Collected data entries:
== Segment start ==

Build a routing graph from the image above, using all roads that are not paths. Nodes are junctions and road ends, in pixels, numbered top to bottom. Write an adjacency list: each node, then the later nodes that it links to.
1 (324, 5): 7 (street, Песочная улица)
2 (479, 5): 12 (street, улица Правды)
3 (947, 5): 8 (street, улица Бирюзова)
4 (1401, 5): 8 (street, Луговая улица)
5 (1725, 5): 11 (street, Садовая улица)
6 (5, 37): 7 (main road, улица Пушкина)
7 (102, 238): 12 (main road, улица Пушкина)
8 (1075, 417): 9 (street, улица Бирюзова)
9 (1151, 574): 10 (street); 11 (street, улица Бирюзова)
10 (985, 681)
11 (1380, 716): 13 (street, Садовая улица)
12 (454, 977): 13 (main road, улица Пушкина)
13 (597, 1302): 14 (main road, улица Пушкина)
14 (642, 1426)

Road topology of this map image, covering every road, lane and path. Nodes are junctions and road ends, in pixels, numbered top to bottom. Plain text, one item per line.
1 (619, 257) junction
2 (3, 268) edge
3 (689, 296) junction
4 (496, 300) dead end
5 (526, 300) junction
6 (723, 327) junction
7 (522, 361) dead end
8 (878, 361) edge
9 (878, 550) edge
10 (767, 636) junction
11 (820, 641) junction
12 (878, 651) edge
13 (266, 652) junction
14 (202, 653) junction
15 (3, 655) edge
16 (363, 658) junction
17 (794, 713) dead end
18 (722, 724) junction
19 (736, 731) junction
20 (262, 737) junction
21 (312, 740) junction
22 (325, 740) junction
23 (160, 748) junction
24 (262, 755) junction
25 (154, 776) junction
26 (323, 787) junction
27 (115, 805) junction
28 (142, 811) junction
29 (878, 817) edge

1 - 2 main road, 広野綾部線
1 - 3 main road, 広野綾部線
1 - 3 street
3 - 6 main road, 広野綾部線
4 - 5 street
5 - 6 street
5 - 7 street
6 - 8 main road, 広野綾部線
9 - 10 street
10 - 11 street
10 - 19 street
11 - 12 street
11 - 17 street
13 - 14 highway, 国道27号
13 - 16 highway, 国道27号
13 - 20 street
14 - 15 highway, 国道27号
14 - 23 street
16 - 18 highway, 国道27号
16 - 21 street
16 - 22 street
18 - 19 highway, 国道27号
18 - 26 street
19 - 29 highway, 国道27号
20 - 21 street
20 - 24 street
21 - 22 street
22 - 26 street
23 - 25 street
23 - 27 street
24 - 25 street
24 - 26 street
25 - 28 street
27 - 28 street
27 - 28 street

== Segment end ==

- **Task item**:
Each entry is to be written out exactly as it was given.

- **The completed task**:
Build a routing graph from the image above, using all roads that are not paths. Nodes are junctions and road ends, in pixels, numbered top to bottom. Write an adjacency list: each node, then the later nodes that it links to.
1 (324, 5): 7 (street, Песочная улица)
2 (479, 5): 12 (street, улица Правды)
3 (947, 5): 8 (street, улица Бирюзова)
4 (1401, 5): 8 (street, Луговая улица)
5 (1725, 5): 11 (street, Садовая улица)
6 (5, 37): 7 (main road, улица Пушкина)
7 (102, 238): 12 (main road, улица Пушкина)
8 (1075, 417): 9 (street, улица Бирюзова)
9 (1151, 574): 10 (street); 11 (street, улица Бирюзова)
10 (985, 681)
11 (1380, 716): 13 (street, Садовая улица)
12 (454, 977): 13 (main road, улица Пушкина)
13 (597, 1302): 14 (main road, улица Пушкина)
14 (642, 1426)

Road topology of this map image, covering every road, lane and path. Nodes are junctions and road ends, in pixels, numbered top to bottom. Plain text, one item per line.
1 (619, 257) junction
2 (3, 268) edge
3 (689, 296) junction
4 (496, 300) dead end
5 (526, 300) junction
6 (723, 327) junction
7 (522, 361) dead end
8 (878, 361) edge
9 (878, 550) edge
10 (767, 636) junction
11 (820, 641) junction
12 (878, 651) edge
13 (266, 652) junction
14 (202, 653) junction
15 (3, 655) edge
16 (363, 658) junction
17 (794, 713) dead end
18 (722, 724) junction
19 (736, 731) junction
20 (262, 737) junction
21 (312, 740) junction
22 (325, 740) junction
23 (160, 748) junction
24 (262, 755) junction
25 (154, 776) junction
26 (323, 787) junction
27 (115, 805) junction
28 (142, 811) junction
29 (878, 817) edge

1 - 2 main road, 広野綾部線
1 - 3 main road, 広野綾部線
1 - 3 street
3 - 6 main road, 広野綾部線
4 - 5 street
5 - 6 street
5 - 7 street
6 - 8 main road, 広野綾部線
9 - 10 street
10 - 11 street
10 - 19 street
11 - 12 street
11 - 17 street
13 - 14 highway, 国道27号
13 - 16 highway, 国道27号
13 - 20 street
14 - 15 highway, 国道27号
14 - 23 street
16 - 18 highway, 国道27号
16 - 21 street
16 - 22 street
18 - 19 highway, 国道27号
18 - 26 street
19 - 29 highway, 国道27号
20 - 21 street
20 - 24 street
21 - 22 street
22 - 26 street
23 - 25 street
23 - 27 street
24 - 25 street
24 - 26 street
25 - 28 street
27 - 28 street
27 - 28 street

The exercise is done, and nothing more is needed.